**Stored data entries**

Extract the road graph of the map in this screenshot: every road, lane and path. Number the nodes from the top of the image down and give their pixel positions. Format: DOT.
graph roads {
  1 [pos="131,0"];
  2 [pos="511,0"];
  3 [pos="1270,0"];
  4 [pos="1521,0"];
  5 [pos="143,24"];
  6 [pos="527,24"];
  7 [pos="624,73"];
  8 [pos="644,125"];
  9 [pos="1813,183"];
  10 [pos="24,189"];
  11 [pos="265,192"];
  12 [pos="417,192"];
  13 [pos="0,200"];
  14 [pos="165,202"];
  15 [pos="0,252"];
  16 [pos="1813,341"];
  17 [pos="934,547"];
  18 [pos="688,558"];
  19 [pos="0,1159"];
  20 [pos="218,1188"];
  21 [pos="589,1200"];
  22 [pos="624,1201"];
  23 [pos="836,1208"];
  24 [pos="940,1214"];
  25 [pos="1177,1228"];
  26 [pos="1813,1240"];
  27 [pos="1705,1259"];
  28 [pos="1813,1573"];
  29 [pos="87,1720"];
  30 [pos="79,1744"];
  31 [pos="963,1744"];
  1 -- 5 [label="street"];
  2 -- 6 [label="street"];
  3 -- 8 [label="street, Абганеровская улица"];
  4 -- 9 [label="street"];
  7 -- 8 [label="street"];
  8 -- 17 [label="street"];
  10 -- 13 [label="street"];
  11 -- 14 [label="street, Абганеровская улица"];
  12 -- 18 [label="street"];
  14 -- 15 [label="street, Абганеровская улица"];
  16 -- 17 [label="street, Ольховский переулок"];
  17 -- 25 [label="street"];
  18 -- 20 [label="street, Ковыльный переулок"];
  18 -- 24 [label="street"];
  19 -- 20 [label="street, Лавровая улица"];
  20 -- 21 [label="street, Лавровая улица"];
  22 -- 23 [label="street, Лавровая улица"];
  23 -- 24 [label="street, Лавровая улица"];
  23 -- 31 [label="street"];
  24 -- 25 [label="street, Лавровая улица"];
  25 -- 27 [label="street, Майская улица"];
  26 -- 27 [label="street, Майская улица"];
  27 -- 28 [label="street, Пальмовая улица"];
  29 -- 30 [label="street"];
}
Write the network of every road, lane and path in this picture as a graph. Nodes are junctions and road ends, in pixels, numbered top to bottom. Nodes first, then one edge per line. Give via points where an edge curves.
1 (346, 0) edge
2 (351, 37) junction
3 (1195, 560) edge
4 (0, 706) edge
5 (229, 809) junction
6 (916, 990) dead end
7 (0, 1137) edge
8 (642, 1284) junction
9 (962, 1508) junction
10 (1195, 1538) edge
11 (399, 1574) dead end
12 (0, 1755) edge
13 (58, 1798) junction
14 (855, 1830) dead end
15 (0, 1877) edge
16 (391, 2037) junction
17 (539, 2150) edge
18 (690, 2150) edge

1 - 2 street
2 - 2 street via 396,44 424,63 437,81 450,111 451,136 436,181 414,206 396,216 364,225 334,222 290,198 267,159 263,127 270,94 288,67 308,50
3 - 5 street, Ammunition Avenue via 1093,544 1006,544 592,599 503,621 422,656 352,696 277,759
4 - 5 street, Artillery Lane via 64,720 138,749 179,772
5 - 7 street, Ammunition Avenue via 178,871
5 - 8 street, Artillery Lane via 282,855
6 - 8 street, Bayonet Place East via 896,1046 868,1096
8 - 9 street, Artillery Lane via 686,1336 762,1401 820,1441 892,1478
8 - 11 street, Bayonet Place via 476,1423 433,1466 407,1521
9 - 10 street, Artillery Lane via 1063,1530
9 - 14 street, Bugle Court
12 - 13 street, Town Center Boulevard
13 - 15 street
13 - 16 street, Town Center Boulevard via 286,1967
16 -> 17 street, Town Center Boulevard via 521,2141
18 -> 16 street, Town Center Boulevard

**TO DO**
The records must be reproduced in full. Nothing should differ.

**RESULT OF THIS TASK**
Extract the road graph of the map in this screenshot: every road, lane and path. Number the nodes from the top of the image down and give their pixel positions. Format: DOT.
graph roads {
  1 [pos="131,0"];
  2 [pos="511,0"];
  3 [pos="1270,0"];
  4 [pos="1521,0"];
  5 [pos="143,24"];
  6 [pos="527,24"];
  7 [pos="624,73"];
  8 [pos="644,125"];
  9 [pos="1813,183"];
  10 [pos="24,189"];
  11 [pos="265,192"];
  12 [pos="417,192"];
  13 [pos="0,200"];
  14 [pos="165,202"];
  15 [pos="0,252"];
  16 [pos="1813,341"];
  17 [pos="934,547"];
  18 [pos="688,558"];
  19 [pos="0,1159"];
  20 [pos="218,1188"];
  21 [pos="589,1200"];
  22 [pos="624,1201"];
  23 [pos="836,1208"];
  24 [pos="940,1214"];
  25 [pos="1177,1228"];
  26 [pos="1813,1240"];
  27 [pos="1705,1259"];
  28 [pos="1813,1573"];
  29 [pos="87,1720"];
  30 [pos="79,1744"];
  31 [pos="963,1744"];
  1 -- 5 [label="street"];
  2 -- 6 [label="street"];
  3 -- 8 [label="street, Абганеровская улица"];
  4 -- 9 [label="street"];
  7 -- 8 [label="street"];
  8 -- 17 [label="street"];
  10 -- 13 [label="street"];
  11 -- 14 [label="street, Абганеровская улица"];
  12 -- 18 [label="street"];
  14 -- 15 [label="street, Абганеровская улица"];
  16 -- 17 [label="street, Ольховский переулок"];
  17 -- 25 [label="street"];
  18 -- 20 [label="street, Ковыльный переулок"];
  18 -- 24 [label="street"];
  19 -- 20 [label="street, Лавровая улица"];
  20 -- 21 [label="street, Лавровая улица"];
  22 -- 23 [label="street, Лавровая улица"];
  23 -- 24 [label="street, Лавровая улица"];
  23 -- 31 [label="street"];
  24 -- 25 [label="street, Лавровая улица"];
  25 -- 27 [label="street, Майская улица"];
  26 -- 27 [label="street, Майская улица"];
  27 -- 28 [label="street, Пальмовая улица"];
  29 -- 30 [label="street"];
}
Write the network of every road, lane and path in this picture as a graph. Nodes are junctions and road ends, in pixels, numbered top to bottom. Nodes first, then one edge per line. Give via points where an edge curves.
1 (346, 0) edge
2 (351, 37) junction
3 (1195, 560) edge
4 (0, 706) edge
5 (229, 809) junction
6 (916, 990) dead end
7 (0, 1137) edge
8 (642, 1284) junction
9 (962, 1508) junction
10 (1195, 1538) edge
11 (399, 1574) dead end
12 (0, 1755) edge
13 (58, 1798) junction
14 (855, 1830) dead end
15 (0, 1877) edge
16 (391, 2037) junction
17 (539, 2150) edge
18 (690, 2150) edge

1 - 2 street
2 - 2 street via 396,44 424,63 437,81 450,111 451,136 436,181 414,206 396,216 364,225 334,222 290,198 267,159 263,127 270,94 288,67 308,50
3 - 5 street, Ammunition Avenue via 1093,544 1006,544 592,599 503,621 422,656 352,696 277,759
4 - 5 street, Artillery Lane via 64,720 138,749 179,772
5 - 7 street, Ammunition Avenue via 178,871
5 - 8 street, Artillery Lane via 282,855
6 - 8 street, Bayonet Place East via 896,1046 868,1096
8 - 9 street, Artillery Lane via 686,1336 762,1401 820,1441 892,1478
8 - 11 street, Bayonet Place via 476,1423 433,1466 407,1521
9 - 10 street, Artillery Lane via 1063,1530
9 - 14 street, Bugle Court
12 - 13 street, Town Center Boulevard
13 - 15 street
13 - 16 street, Town Center Boulevard via 286,1967
16 -> 17 street, Town Center Boulevard via 521,2141
18 -> 16 street, Town Center Boulevard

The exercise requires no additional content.